(Beginning of Task inputs)
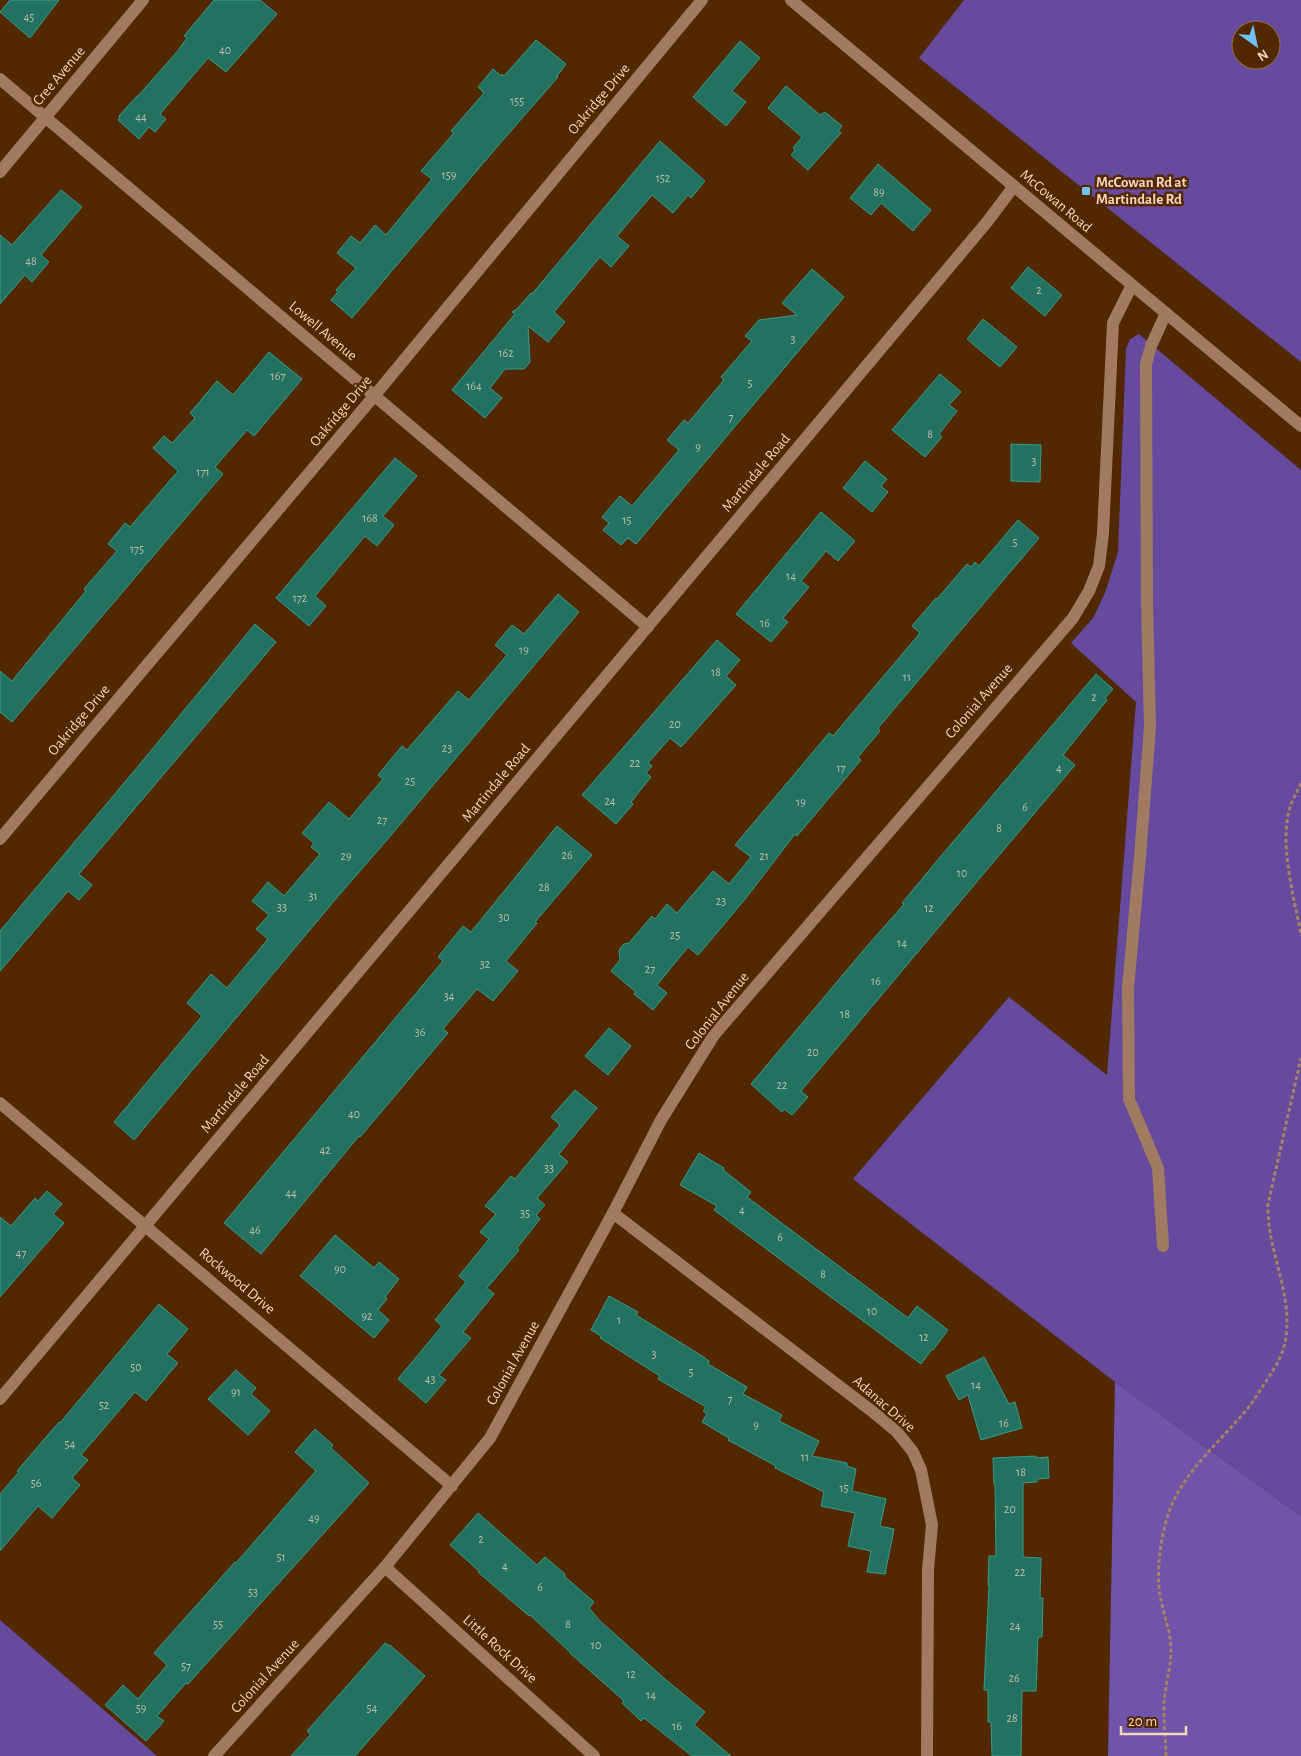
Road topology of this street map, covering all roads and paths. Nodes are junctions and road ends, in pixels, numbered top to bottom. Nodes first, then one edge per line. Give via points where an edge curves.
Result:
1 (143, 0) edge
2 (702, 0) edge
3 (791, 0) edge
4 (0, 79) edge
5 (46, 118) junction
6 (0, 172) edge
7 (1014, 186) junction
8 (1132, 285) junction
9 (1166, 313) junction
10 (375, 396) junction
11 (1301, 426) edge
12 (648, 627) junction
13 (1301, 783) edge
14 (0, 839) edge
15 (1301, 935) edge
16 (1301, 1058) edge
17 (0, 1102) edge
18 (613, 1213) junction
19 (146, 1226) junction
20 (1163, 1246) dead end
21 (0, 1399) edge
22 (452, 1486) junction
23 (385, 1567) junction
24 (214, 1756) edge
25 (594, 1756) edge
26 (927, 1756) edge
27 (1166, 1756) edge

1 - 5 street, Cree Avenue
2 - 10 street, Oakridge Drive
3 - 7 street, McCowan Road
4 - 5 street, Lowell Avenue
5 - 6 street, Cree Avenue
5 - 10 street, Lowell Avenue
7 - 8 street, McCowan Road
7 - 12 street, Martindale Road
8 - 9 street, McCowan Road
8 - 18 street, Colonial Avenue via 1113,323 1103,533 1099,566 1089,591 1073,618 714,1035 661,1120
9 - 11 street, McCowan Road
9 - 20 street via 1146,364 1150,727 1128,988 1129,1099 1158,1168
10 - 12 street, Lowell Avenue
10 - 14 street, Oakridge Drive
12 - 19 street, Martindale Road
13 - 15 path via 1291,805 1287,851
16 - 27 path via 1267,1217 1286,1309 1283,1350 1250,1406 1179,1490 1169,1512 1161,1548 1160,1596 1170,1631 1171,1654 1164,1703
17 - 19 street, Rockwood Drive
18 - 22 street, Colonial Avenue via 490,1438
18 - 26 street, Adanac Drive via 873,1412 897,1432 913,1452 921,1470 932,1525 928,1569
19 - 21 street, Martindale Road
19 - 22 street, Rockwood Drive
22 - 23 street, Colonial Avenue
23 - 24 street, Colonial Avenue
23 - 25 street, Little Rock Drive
(End of Task inputs)
Your goal:
Return each line of the listing that holds the word "Lowell".

Result for this task:
4 - 5 street, Lowell Avenue
5 - 10 street, Lowell Avenue
10 - 12 street, Lowell Avenue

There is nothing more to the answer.